Entries shown –
# # # # # # #
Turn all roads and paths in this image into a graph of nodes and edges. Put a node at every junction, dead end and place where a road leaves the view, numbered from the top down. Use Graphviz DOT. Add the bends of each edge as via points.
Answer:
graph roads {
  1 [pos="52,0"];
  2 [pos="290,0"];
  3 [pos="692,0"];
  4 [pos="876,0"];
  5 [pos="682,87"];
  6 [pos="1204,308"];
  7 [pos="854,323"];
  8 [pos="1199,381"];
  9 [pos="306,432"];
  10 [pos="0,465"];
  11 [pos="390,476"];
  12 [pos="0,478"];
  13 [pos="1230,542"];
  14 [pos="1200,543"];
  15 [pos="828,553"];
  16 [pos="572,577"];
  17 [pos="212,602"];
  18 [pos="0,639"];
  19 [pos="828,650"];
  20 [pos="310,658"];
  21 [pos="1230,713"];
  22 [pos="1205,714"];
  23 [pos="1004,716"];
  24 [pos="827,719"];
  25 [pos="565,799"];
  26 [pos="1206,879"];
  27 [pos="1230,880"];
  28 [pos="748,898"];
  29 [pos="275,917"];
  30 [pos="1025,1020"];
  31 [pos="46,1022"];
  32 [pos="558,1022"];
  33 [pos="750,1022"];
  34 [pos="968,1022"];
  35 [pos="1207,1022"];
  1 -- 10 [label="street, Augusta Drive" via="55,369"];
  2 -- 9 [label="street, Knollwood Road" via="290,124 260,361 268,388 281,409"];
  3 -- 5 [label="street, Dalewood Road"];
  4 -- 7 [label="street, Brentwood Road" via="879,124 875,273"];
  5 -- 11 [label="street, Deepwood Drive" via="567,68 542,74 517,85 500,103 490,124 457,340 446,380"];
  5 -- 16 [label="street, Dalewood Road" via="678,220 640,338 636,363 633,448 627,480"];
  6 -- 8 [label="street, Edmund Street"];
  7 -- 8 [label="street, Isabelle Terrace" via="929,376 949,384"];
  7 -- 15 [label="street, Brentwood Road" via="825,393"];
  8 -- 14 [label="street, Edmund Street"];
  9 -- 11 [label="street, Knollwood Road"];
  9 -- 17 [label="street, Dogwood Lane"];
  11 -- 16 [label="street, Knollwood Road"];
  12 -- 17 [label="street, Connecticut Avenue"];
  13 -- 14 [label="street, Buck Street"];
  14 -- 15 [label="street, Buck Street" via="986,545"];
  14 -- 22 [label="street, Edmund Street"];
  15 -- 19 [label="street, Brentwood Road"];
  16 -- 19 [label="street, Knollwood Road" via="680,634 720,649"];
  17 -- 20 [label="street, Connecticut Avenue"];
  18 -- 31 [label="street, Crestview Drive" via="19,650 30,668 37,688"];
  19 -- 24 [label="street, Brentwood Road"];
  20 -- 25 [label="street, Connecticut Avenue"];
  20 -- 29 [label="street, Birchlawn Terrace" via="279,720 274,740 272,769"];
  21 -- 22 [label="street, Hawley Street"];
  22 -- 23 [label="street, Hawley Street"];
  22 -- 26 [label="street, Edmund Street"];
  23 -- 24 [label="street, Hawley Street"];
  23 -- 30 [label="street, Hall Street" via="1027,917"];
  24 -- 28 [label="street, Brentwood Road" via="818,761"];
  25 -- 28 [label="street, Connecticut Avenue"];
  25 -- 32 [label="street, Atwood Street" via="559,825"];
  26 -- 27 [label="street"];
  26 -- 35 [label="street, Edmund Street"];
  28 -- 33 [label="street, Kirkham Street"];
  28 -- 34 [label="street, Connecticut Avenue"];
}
# # # # # # #
Work to complete – All records shown above are to be repeated exactly.

Solution to this problem –
Turn all roads and paths in this image into a graph of nodes and edges. Put a node at every junction, dead end and place where a road leaves the view, numbered from the top down. Use Graphviz DOT. Add the bends of each edge as via points.
Answer:
graph roads {
  1 [pos="52,0"];
  2 [pos="290,0"];
  3 [pos="692,0"];
  4 [pos="876,0"];
  5 [pos="682,87"];
  6 [pos="1204,308"];
  7 [pos="854,323"];
  8 [pos="1199,381"];
  9 [pos="306,432"];
  10 [pos="0,465"];
  11 [pos="390,476"];
  12 [pos="0,478"];
  13 [pos="1230,542"];
  14 [pos="1200,543"];
  15 [pos="828,553"];
  16 [pos="572,577"];
  17 [pos="212,602"];
  18 [pos="0,639"];
  19 [pos="828,650"];
  20 [pos="310,658"];
  21 [pos="1230,713"];
  22 [pos="1205,714"];
  23 [pos="1004,716"];
  24 [pos="827,719"];
  25 [pos="565,799"];
  26 [pos="1206,879"];
  27 [pos="1230,880"];
  28 [pos="748,898"];
  29 [pos="275,917"];
  30 [pos="1025,1020"];
  31 [pos="46,1022"];
  32 [pos="558,1022"];
  33 [pos="750,1022"];
  34 [pos="968,1022"];
  35 [pos="1207,1022"];
  1 -- 10 [label="street, Augusta Drive" via="55,369"];
  2 -- 9 [label="street, Knollwood Road" via="290,124 260,361 268,388 281,409"];
  3 -- 5 [label="street, Dalewood Road"];
  4 -- 7 [label="street, Brentwood Road" via="879,124 875,273"];
  5 -- 11 [label="street, Deepwood Drive" via="567,68 542,74 517,85 500,103 490,124 457,340 446,380"];
  5 -- 16 [label="street, Dalewood Road" via="678,220 640,338 636,363 633,448 627,480"];
  6 -- 8 [label="street, Edmund Street"];
  7 -- 8 [label="street, Isabelle Terrace" via="929,376 949,384"];
  7 -- 15 [label="street, Brentwood Road" via="825,393"];
  8 -- 14 [label="street, Edmund Street"];
  9 -- 11 [label="street, Knollwood Road"];
  9 -- 17 [label="street, Dogwood Lane"];
  11 -- 16 [label="street, Knollwood Road"];
  12 -- 17 [label="street, Connecticut Avenue"];
  13 -- 14 [label="street, Buck Street"];
  14 -- 15 [label="street, Buck Street" via="986,545"];
  14 -- 22 [label="street, Edmund Street"];
  15 -- 19 [label="street, Brentwood Road"];
  16 -- 19 [label="street, Knollwood Road" via="680,634 720,649"];
  17 -- 20 [label="street, Connecticut Avenue"];
  18 -- 31 [label="street, Crestview Drive" via="19,650 30,668 37,688"];
  19 -- 24 [label="street, Brentwood Road"];
  20 -- 25 [label="street, Connecticut Avenue"];
  20 -- 29 [label="street, Birchlawn Terrace" via="279,720 274,740 272,769"];
  21 -- 22 [label="street, Hawley Street"];
  22 -- 23 [label="street, Hawley Street"];
  22 -- 26 [label="street, Edmund Street"];
  23 -- 24 [label="street, Hawley Street"];
  23 -- 30 [label="street, Hall Street" via="1027,917"];
  24 -- 28 [label="street, Brentwood Road" via="818,761"];
  25 -- 28 [label="street, Connecticut Avenue"];
  25 -- 32 [label="street, Atwood Street" via="559,825"];
  26 -- 27 [label="street"];
  26 -- 35 [label="street, Edmund Street"];
  28 -- 33 [label="street, Kirkham Street"];
  28 -- 34 [label="street, Connecticut Avenue"];
}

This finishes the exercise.